Meriwether Lewis and William Clark, on their westward
journey in 1805, were the first white men to contact the hospitable Nez
Perces. In 1811 they also aided a small group of Astorians, a section of
the overland party, who passed through the area on their way to found a
fur post near the mouth of the Columbia River. The next year, personnel
from Fort Astoria established trade relations with the Nez Perces, and
other American and British traders soon visited them.
In 1836 the Reverend and Mrs. Henry H. (Eliza)
Spalding, the first U.S. missionaries to the Nez Perces, arrived. On
Lapwai Creek they founded a sister mission to the Whitman (Waiilatpu)
Mission. The latter had been established the same year among the Cayuse
Indians, about 110 miles farther west, in present Washington, by their
fellow American Board missionaries Marcus and Narcissa Whitman. Two
years later the Spaldings moved their mission about 2 miles down the
creek to its juncture with the Clearwater River.

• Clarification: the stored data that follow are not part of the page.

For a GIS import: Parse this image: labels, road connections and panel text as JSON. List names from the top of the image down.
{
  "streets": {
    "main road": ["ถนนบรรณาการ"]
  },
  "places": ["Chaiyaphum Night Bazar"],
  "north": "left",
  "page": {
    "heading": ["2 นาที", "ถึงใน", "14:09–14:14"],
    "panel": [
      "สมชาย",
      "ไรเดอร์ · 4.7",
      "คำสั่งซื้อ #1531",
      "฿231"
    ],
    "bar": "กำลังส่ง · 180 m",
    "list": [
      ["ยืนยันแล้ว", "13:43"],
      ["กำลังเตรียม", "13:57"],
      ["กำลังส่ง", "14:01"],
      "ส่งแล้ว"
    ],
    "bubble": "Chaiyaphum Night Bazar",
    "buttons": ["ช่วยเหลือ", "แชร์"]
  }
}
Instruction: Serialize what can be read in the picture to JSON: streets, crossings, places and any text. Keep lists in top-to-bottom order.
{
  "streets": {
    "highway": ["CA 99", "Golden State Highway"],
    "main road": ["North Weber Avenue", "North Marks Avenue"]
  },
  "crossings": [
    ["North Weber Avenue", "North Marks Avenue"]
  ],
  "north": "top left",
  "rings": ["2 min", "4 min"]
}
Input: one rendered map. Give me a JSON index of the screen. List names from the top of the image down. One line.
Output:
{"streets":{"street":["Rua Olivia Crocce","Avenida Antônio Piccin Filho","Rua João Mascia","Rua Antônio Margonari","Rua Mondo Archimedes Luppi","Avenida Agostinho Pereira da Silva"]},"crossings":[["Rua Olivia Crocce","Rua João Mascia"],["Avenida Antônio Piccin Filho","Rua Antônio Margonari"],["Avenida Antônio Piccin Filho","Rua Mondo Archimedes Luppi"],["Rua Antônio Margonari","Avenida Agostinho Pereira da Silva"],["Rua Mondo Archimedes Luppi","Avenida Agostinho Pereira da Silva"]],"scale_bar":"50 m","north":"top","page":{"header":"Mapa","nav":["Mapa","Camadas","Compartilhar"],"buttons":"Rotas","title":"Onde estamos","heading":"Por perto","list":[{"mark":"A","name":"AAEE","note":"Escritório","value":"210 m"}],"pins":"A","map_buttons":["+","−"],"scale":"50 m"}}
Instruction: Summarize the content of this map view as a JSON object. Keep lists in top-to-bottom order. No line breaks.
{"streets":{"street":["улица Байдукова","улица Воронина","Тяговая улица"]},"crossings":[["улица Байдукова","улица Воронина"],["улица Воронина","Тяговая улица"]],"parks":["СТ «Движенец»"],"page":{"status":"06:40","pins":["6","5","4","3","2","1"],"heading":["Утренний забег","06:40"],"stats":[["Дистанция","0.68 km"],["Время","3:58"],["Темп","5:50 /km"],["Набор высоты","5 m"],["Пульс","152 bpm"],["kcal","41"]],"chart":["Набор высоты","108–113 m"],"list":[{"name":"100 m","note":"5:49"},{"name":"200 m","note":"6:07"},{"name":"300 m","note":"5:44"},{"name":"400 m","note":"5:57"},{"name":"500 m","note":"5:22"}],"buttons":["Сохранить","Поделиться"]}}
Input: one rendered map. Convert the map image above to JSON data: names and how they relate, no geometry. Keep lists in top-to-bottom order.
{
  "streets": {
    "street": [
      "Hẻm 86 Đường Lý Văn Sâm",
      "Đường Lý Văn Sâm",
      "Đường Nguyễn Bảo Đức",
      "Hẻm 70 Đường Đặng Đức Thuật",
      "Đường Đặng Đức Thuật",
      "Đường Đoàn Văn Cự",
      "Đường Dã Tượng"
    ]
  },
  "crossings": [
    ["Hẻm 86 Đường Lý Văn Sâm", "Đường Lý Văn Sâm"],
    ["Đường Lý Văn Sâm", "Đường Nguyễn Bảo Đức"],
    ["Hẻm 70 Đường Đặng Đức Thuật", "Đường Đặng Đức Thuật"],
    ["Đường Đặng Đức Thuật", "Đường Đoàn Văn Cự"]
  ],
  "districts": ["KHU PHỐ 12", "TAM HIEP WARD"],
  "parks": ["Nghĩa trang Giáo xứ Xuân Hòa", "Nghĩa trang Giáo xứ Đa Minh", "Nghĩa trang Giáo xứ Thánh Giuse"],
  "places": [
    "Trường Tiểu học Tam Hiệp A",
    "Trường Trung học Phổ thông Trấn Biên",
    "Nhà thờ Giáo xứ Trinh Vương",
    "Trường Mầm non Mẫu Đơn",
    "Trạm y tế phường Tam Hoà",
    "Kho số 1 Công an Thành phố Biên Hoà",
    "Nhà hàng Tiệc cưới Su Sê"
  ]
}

The Spaldings made only limited progress in
converting their charges to Christianity and persuading them to abandon
nomadic hunting in favor of sedentary farming. Jeopardizing their
efforts was Spaldings defensively critical attitude toward the other
missionaries, especially the Whitmans. The personalities of the two men
clashed, and Spalding's philosophy of missionary work resulted in
arguments with his fellow workers.
Spalding nevertheless built the first white home,
church, school, flour mill, sawmill, blacksmith shop, and loom in Idaho.
In 1839 the mission received the first printing press in the Pacific
Northwest, donated by American Board missionaries in Honolulu. This
press, today in the museum of the Oregon Historical Society, printed the
first books in the Nez Perce language, as well as one in the Spokan
tongue. For this purpose, the missionaries devised phonetic renderings
of the languages.
At the time of the massacre at the Whitman Mission,
in November 1847, Spalding closed his mission and he and his wife moved
to the Willamette Valley. In later years they returned to the Nez Perce
country, where he taught school and preached until he died in 1874.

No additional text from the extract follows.